According to Highview, one 50 MW/250 MWh plant can store enough power to generate electricity for 100,000 homes.
Cavada took over his role at Highview after seeing the enormous demand in the market for large-scale storage with many hours of duration, as well as the simplicity of the technology, which makes it easy to deploy and scale. Highview has patented the technology that it uses, but intends to license it out to developers to build projects. Last December, the company announced plans to build its Vermont facility — a minimum 50 MW project with the ability to provide more than eight hours of storage — as a solution to transmission challenges in the region.

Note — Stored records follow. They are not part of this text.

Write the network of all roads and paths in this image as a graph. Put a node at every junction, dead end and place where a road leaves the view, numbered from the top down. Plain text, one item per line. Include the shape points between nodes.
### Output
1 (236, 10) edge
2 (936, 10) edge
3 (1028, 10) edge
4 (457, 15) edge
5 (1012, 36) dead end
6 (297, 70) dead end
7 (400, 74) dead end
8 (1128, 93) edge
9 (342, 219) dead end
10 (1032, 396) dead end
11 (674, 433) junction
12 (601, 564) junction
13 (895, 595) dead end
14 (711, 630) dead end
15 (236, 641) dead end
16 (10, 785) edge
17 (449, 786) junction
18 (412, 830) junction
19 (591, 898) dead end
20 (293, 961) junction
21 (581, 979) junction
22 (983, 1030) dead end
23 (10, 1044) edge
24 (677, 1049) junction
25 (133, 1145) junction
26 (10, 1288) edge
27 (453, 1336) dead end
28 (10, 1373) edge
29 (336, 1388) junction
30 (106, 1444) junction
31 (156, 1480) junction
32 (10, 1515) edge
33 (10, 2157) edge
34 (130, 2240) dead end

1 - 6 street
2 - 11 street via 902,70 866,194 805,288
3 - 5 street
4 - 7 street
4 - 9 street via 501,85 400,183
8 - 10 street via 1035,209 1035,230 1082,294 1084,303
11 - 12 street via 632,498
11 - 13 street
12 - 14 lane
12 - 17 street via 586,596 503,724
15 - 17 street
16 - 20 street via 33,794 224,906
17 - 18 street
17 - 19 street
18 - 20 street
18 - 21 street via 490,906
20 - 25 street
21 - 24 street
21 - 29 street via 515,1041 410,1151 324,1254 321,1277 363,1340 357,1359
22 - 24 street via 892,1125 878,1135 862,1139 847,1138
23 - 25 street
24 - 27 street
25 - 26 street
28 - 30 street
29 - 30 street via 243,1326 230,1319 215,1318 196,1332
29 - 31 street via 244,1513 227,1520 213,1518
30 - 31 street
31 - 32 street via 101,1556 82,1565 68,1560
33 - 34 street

"[I]n California, our electric system needs some amount of power generation in local or more heavily populated areas, where land can be expensive. So you want to bring solutions that can fit in those physical spaces."
Alex Morris
Executive Director, California Energy Storage Alliance
The main benefits of the technology are the attractive costs, flexibility and high energy density, which means it requires a small footprint to put in a large number of MWh, Salvatore Minopoli, vice president of Highview Power, said at the Energy Storage Association's (ESA) annual conference and expo in August, adding that the optimum scale for a project is anything over 25 MW, and anything over four hours.
Those attributes could make liquid air competitive, especially in urban areas, said Alex Morris, executive director of the California Energy Storage Alliance.
"A good example is how in California, our electric system needs some amount of power generation in local or more heavily populated areas, where land can be expensive. So you want to bring solutions that can fit in those physical spaces."
In fact, LADWP is interested in liquid air storage solutions, said Ashkan Nassiri, the utility's manager of strategic initiatives. LADWP is particularly interested in the technology because adding more duration to it doesn't require a linear increase in costs — increasing the system's duration simply requires adding in low-cost tanks, which brings capital costs down.
"If you're going to do the same thing, for example, with lithium-ion batteries, the more duration you need, the more batteries you need to add — and that battery basically is the same cost as the first part of the battery that you got. So there's no economy of scale," Nassiri added.
'The challenge is correctly estimating costs'
Another commonality between CAES and liquid air storage technologies is they are both trying to carve out a niche that distinguishes them from lithium-ion batteries. For both, the key draw is duration.
"Lithium has a big role, [it] has a very big list of projects that need to happen — but that's not going to make the whole transition alone," Cavada said, adding that while lithium-ion batteries are the best technology for small-scale, shorter-duration projects, it isn't viable to continue stacking up batteries to scale up.
With liquid air, the biggest challenge is getting a good understanding of the operating costs for a plant, in terms of preventative maintenance and potential overhauls, Tolliver said. Because there aren't a lot of parallels to other technologies out there, "the challenge is correctly estimating costs to make sure that it continues to make money."
But renewables are going to continue coming on to the grid, and will become the new baseload for the market — and that is going to create volatility, Minopoli said at the ESA conference.
"And the answer to that is long-duration storage," Minopoli added.
Bailie anticipates receiving an order for a large CAES project at some point in the next two years, after which the market will accelerate and start to deploy one or two every year. There are stages to this, Bailie acknowledged — first, more renewables need to come on to the grid and utilities have to start getting more serious about storage.
But "my belief is if… you have the access to a salt cavern and you have renewables on your grid, you're best suited to put in a CAES plant. Why wouldn't you at that point?"